Previsione rispettata: per la serie “Oggi le comiche”, anche la seduta consiliare di oggi è andata deserta. Sui banchi della maggioranza solo due consiglieri: lo stipendiato Presidente del Consiglio Ubaldo Manicone e l’indomito Gigino Labarile che, dall’alto della sua lunga esperienza politica, fa finta e pena di non rendersi conto che la maggioranza è completamente sfasciata. Molto gravi le sue responsabilità politiche dinanzi alla cittadinanza come quelle di Girardi Piero che, ancorché presente nei corridoi del palazzo municipale, non ha avuto il coraggio – perché politicamente rispecchia la codarda figura di Don Abbondio – di entrare in aula. Presente altrove il sindaco ma non in aula. Tutti assenti gli altri “coniglieri” di maggioranza. Roboante l’assenza del PD con Putignano Marcello e Cecca Gabriele. Presenti due assessori: Leo e Cacciapaglia. Sui banchi dell’opposizione, presenti Riviello Giovanni, Silletti Paolo, Volpe Giovanni e il ricomparso Ciriello Vito. Assente giustificato, Larato Camillo. Questa la cronaca di una serata politicamente deludente, iniziata con una energica e civile protesta dei dipendenti della Tradeco per il mancato rispetto del pagamento delle paghe mensili.

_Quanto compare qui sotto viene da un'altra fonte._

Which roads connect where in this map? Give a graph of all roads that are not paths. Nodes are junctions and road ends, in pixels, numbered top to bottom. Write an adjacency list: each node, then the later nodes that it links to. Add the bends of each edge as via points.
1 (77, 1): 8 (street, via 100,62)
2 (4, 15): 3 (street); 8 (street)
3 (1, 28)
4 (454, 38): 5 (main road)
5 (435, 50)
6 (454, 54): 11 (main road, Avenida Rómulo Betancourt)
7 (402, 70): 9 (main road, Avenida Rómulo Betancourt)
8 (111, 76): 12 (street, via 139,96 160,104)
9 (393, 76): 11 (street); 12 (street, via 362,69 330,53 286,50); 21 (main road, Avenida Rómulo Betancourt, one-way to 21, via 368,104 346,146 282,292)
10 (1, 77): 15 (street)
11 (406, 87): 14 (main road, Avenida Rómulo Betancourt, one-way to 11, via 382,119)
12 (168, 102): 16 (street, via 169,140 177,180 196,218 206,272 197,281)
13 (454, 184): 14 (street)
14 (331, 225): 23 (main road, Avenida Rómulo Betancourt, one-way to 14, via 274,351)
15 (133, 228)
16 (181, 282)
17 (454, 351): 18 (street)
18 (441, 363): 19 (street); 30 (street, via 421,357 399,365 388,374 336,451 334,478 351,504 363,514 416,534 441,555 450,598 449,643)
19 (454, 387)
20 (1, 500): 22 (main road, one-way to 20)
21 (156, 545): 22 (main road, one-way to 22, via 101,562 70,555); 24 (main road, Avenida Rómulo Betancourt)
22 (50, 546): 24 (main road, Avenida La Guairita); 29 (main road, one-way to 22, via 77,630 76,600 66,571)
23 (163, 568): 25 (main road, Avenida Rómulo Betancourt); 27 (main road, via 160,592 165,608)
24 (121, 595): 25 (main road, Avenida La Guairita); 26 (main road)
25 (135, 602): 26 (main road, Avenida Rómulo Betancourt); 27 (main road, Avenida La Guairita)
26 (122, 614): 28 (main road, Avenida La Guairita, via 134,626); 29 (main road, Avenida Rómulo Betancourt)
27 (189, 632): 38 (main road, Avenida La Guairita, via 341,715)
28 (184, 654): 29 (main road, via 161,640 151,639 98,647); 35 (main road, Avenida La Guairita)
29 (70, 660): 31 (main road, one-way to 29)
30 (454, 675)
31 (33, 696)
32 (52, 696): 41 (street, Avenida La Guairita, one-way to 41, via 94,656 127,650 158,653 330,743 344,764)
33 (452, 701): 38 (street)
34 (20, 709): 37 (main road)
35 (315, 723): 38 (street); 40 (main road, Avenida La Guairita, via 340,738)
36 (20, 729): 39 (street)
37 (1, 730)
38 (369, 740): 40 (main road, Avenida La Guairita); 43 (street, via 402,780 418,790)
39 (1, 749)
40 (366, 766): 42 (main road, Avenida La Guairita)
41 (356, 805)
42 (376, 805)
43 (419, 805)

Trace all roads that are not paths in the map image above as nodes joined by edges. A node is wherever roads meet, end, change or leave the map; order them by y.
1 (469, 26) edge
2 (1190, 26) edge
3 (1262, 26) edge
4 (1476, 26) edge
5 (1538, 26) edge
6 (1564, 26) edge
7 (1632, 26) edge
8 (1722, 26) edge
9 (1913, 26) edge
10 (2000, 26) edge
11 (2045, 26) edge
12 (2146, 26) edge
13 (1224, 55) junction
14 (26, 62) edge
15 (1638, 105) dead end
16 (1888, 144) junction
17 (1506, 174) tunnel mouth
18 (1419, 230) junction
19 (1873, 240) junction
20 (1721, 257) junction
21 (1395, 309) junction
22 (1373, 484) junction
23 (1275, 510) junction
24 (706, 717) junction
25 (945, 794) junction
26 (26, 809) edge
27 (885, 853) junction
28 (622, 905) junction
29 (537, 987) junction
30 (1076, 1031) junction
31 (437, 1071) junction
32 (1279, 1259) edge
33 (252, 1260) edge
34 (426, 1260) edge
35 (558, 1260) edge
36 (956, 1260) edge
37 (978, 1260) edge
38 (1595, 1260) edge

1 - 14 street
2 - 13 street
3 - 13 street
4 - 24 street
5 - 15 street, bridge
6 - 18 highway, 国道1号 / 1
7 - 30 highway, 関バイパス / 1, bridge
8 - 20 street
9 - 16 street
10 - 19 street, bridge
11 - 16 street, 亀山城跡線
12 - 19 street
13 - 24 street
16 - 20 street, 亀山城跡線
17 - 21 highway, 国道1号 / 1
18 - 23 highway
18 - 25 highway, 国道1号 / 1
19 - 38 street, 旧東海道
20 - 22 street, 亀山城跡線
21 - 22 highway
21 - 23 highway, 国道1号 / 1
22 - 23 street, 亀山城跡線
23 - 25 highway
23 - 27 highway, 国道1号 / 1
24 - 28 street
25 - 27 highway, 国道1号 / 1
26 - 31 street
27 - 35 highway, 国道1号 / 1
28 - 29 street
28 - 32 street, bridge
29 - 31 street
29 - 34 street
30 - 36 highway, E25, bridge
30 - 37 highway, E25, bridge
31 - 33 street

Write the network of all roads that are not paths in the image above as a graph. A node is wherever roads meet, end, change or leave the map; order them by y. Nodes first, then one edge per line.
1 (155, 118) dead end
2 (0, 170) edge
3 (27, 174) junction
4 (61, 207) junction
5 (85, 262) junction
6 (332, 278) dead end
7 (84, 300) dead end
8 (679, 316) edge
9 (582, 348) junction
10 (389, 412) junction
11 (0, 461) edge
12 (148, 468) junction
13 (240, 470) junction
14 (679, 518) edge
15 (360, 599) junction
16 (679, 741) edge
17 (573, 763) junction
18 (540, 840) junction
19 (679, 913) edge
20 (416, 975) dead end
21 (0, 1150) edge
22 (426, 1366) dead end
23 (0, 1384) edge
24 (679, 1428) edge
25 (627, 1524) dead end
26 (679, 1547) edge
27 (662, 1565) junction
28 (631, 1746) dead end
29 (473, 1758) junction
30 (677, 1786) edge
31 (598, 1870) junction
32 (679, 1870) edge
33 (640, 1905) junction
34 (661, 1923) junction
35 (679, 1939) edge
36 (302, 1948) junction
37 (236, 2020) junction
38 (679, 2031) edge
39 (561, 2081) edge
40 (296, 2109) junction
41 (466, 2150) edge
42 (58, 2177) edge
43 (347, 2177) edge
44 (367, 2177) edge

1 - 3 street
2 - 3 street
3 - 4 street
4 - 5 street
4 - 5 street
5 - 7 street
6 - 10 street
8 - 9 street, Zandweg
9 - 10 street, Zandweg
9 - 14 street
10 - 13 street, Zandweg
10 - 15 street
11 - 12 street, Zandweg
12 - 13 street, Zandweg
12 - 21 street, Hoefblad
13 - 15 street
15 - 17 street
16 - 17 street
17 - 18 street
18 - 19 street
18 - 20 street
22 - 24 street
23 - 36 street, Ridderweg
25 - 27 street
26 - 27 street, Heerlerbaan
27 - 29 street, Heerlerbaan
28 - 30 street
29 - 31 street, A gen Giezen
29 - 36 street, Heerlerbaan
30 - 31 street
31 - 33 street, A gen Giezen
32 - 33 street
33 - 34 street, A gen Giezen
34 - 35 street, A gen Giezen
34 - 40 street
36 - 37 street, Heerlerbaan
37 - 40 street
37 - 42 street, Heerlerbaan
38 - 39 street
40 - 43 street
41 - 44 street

Scarica barile tra loro e il sindaco che ha più volte ripetuto che chi è manchevole è la stessa Tradeco.

MAI

nella storia politica e amministrativa di Santeramo si è arrivati così in basso con cinque sedute consiliari consecutive andate deserte. In altri tempi, quando la Politica era di casa a Palazzo di Città, bastava mezza seduta deserta perché il sindaco annunciasse le dimissioni.

MAI

nella storia politica e amministrativa di Santeramo si è verificato che il Partito del sindaco sia nettamente contrapposto ad un provvedimento da approvare, quale il rimborso degli oneri di urbanizzazione che, sicuramente a questo punto, potrebbe nascondere altri riflessi e conseguenze che nessuno ha il coraggio di portare alla luce.

MAI

nella storia politica e amministrativa di Santeramo un conigliere comunale, Girardi Piero, sia stato umiliato in questa maniera con pesanti ceffoni che lui valuta come dolci carezze.

MAI

nella storia politica e amministrativa di Santeramo tanti rappresentati eletti dai cittadini si siano dati alla fuga pur di non confrontarsi.

MAI

nella storia politica e amministrativa di Santeramo un assessore, imputato di truffa a danno della Pubblica Amministrazione, rimanga al suo posto come se nulla fosse, senza che nessuno dica o faccia qualcosa e senza che il sindaco lo metta fuori dalla Giunta.

MAI

nella storia politica e amministrativa di Santeramo l’aula consiliare sia  stata umiliata da inconciliabili e feroci beghe politiche tra i rappresentanti di maggioranza che non hanno la capacità di risolvere né il dovere civico di dimettersi.

MAI

nella storia politica e amministrative di Santeramo la Politica è morta come in questa legislatura che, finalmente, volte al termine. Non fiori ma opere di bene. Si dispensa dalle condoglianze. Tra cinque mesi – non tre giorni – risorgerà.

P.S.

Le mani a posto. Se qualcuno le vuole usare, lo faccia nel prossimo Consiglio Comunale per votare contro o a favore. E che nessuno scappi!

 

Un commento

  1. Ho detto pubblicamente al presidente dell’assise comunale,se avesse un po’ di dignità,e rispetto verso i cittadini di dimettersi,mi ha risposto a quale scopo dovrei farlo?Siamo alla follia pura.